Posted Fri, Jan 27, 1:28 p.m. Inappropriate

If you believe in capital "E" economics, you probably have already figured out the flaw in the "If we don't do it, somebody else will" argument. Besides the obvious moral bankruptcy, this defies any technical or common sense understanding of economics.

Coal will be shipped out of the northwest only if its the most economic way to move the dirty polluting crap. In other words, only if coal shipped through the northwest is cheaper than all other sources. If it not shipped via the cheapest way possible, it may be shipped by a more expensive means. Assuming it is, the result is that it will increase in cost to the end user and be more expensive. If something is more expensive, less of it is used. As price increases, alternatives such as conservation, efficiency, and alternative energy sources become more competitive. So, unless you reject this basic tenet of Economics 101, preventing the northwest from being a coal traffiking center will, in fact, reduce worldwide consumption, which means faster transition away from coal and less pollution. Sounds like a win-win to me. Everyone wins except for the fossil fuel pushers and cartels.

PS: There is now more employment provided in the US by solar and wind energy than by coal energy.

Steve E.

Posted Fri, Jan 27, 4:51 p.m. Inappropriate

"... Coal-Free Bellingham is sponsoring an initiative that, supporters contend, would allow city voters to override federal statutes that have traditionally given railroads free rein to carry legal cargoes from state to state."

Really? How can the city trump federal regulations that govern interstate commerce.

If your going to report it, how 'bout a modicum of analysis?

Posted Fri, Jan 27, 5:03 p.m. Inappropriate

This article captures this issue as well as any I've seen. Of course, it requires basic knowledge of how this proposal occurred and the questionable path its advocates have chosen to take.
Simplistic, it isn't, so get used to it being discussed in terms other than ideological sound bytes.

I've written this piece to capture a few thoughts too long for commenting here: http://bellinghamstertalk.blogspot.com/2012/01/coal-climate.html

jwatts

Posted Sat, Jan 28, 10:01 a.m. Inappropriate

The coal trains will have an negative economic impact and environmental impact, so they should pay economic impact fees. This way, by the free market, they would choose the most economic and logical route to conduct their business. And, every party who was economically harmed would be made whole.

They should pay WSDOT and the cities for all the traffic impact, and they should pay fisheries for their increased impact on the shoreline.

Posted Wed, Feb 1, 1:49 p.m.

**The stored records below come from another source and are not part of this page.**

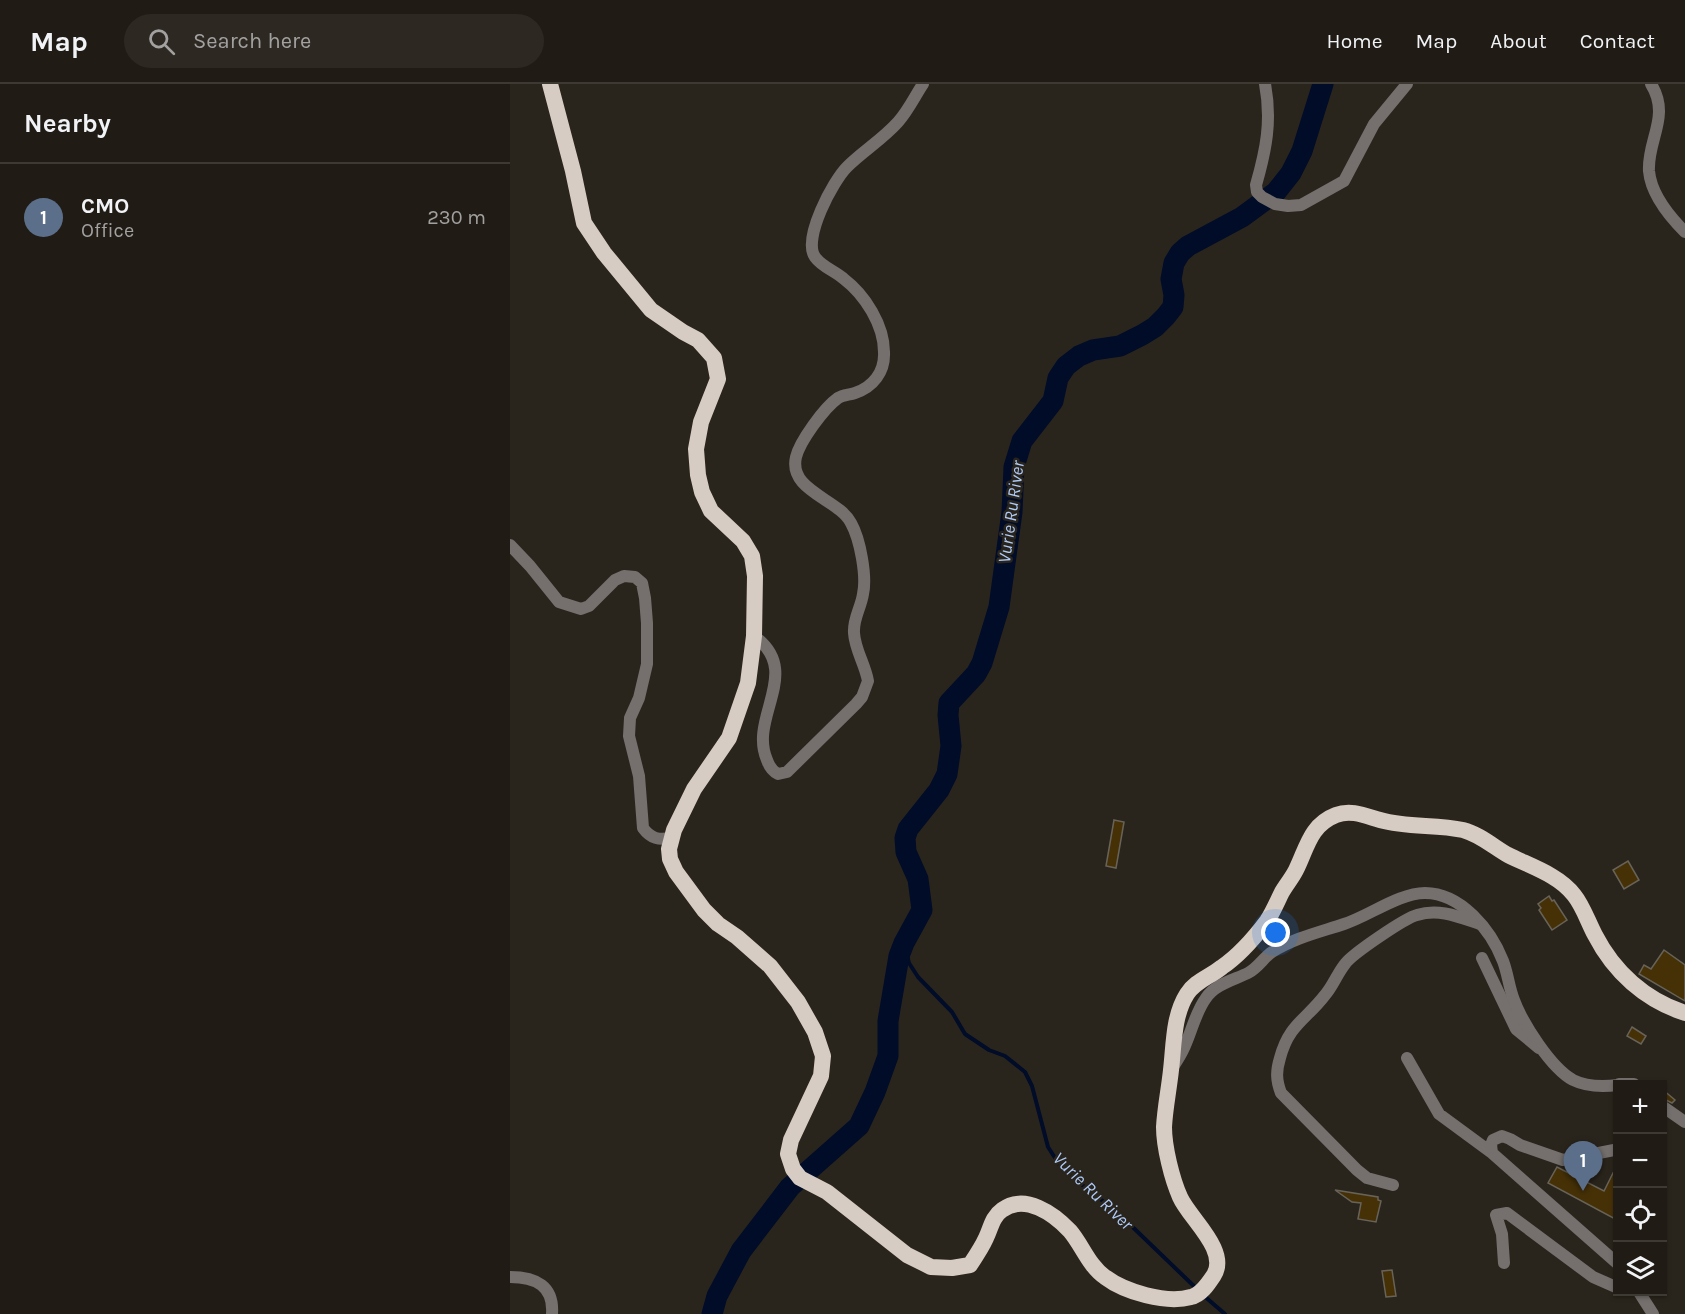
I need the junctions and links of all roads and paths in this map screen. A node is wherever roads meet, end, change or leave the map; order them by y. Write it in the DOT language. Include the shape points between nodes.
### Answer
graph roads {
  1 [pos="550,84"];
  2 [pos="923,84"];
  3 [pos="1265,84"];
  4 [pos="1407,84"];
  5 [pos="1651,84"];
  6 [pos="1685,232"];
  7 [pos="510,545"];
  8 [pos="754,636"];
  9 [pos="671,838"];
  10 [pos="1480,924"];
  11 [pos="1482,958"];
  12 [pos="1685,1013"];
  13 [pos="1549,1057"];
  14 [pos="1407,1058"];
  15 [pos="1171,1070"];
  16 [pos="1613,1085"];
  17 [pos="1667,1109"];
  18 [pos="1685,1122"];
  19 [pos="1613,1150"];
  20 [pos="1492,1153"];
  21 [pos="1393,1185"];
  22 [pos="1613,1260"];
  23 [pos="1504,1263"];
  24 [pos="510,1277"];
  25 [pos="1613,1286"];
  26 [pos="1642,1296"];
  27 [pos="552,1314"];
  28 [pos="1653,1314"];
  1 -- 8 [label="highway" via="584,223 604,254 651,310 698,340 714,358 718,379 701,422 696,449 698,475 711,510 743,541 752,556"];
  2 -- 8 [label="street" via="894,126 846,168 811,237 810,246 817,259 846,280 866,302 882,336 885,353 877,379 861,391 840,396 832,403 818,419 795,463 803,483 845,514 855,532 864,586 854,631 868,681 856,704 782,774 771,769 761,743 775,682 774,658"];
  3 -- 4 [label="street" via="1269,126 1257,192 1275,204 1288,206 1301,205 1344,181 1374,124"];
  5 -- 6 [label="street" via="1659,106 1659,121 1649,172 1659,198"];
  7 -- 9 [label="street" via="559,602 581,609 624,576 636,577 642,583 647,664 628,736 639,776 644,828 656,839"];
  8 -- 9 [label="highway" via="748,683 729,738 694,789"];
  9 -- 15 [label="highway" via="670,859 704,910 770,966 815,1032 823,1056 820,1076 791,1140 788,1154 793,1169 907,1256 931,1267 970,1265 993,1220 1010,1206 1023,1204 1051,1215 1069,1230 1105,1277 1151,1297 1192,1297 1200,1292 1217,1270 1216,1252 1181,1199 1171,1165 1164,1129"];
  10 -- 13 [label="street" via="1502,958 1521,1016"];
  10 -- 15 [label="street" via="1444,896 1422,893 1294,941 1207,996"];
  10 -- 21 [label="street" via="1439,912 1414,915 1346,963 1326,995 1284,1042 1276,1072 1281,1093 1357,1170 1367,1178"];
  11 -- 13 [label="street" via="1516,1029"];
  12 -- 15 [label="highway" via="1636,987 1616,969 1574,894 1552,876 1465,831 1339,813 1314,832 1268,920 1223,967 1187,993 1173,1040"];
  13 -- 16 [label="street" via="1573,1080 1592,1086"];
  14 -- 20 [label="street" via="1439,1114"];
  17 -- 18 [label="street"];
  19 -- 20 [label="street" via="1563,1160 1502,1136 1493,1140"];
  20 -- 22 [label="street"];
  23 -- 25 [label="street" via="1496,1215 1500,1213 1507,1213 1593,1277"];
  24 -- 27 [label="street" via="534,1281 547,1289 553,1300"];
  26 -- 28 [label="street"];
}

Inappropriate

elbegewa: "Since coal will be shipped one way or another, and since the world will continue to consume coal regardless of whether it is shipped through the Northwest, is the Northwest willing to derive the economic and job benefits by having coal ports here?"

That's a rather presumptuous assumption. The most rational decision from the perspective of the long-term health of the biosphere is not to ship the coal anywhere--leave it in the ground. We need to make the cost of coal as high as possible. If not through a carbon tax, than through opposition to projects that facilitate burning it. The more coal costs, the more "economical" alternatives will become that don't inevitably lead to global warming hell.

The foregoing conclusion was discussed at some length in earlier articles and comments, primarily by Chasan.

louploup

Posted Wed, Feb 1, 1:54 p.m. Inappropriate

Spokane's 2011 Proposition 1 is of particular interest to me; it's my home town. I am surprised at the strength of the sentiment "against downtown and corporate leaders." There is hope!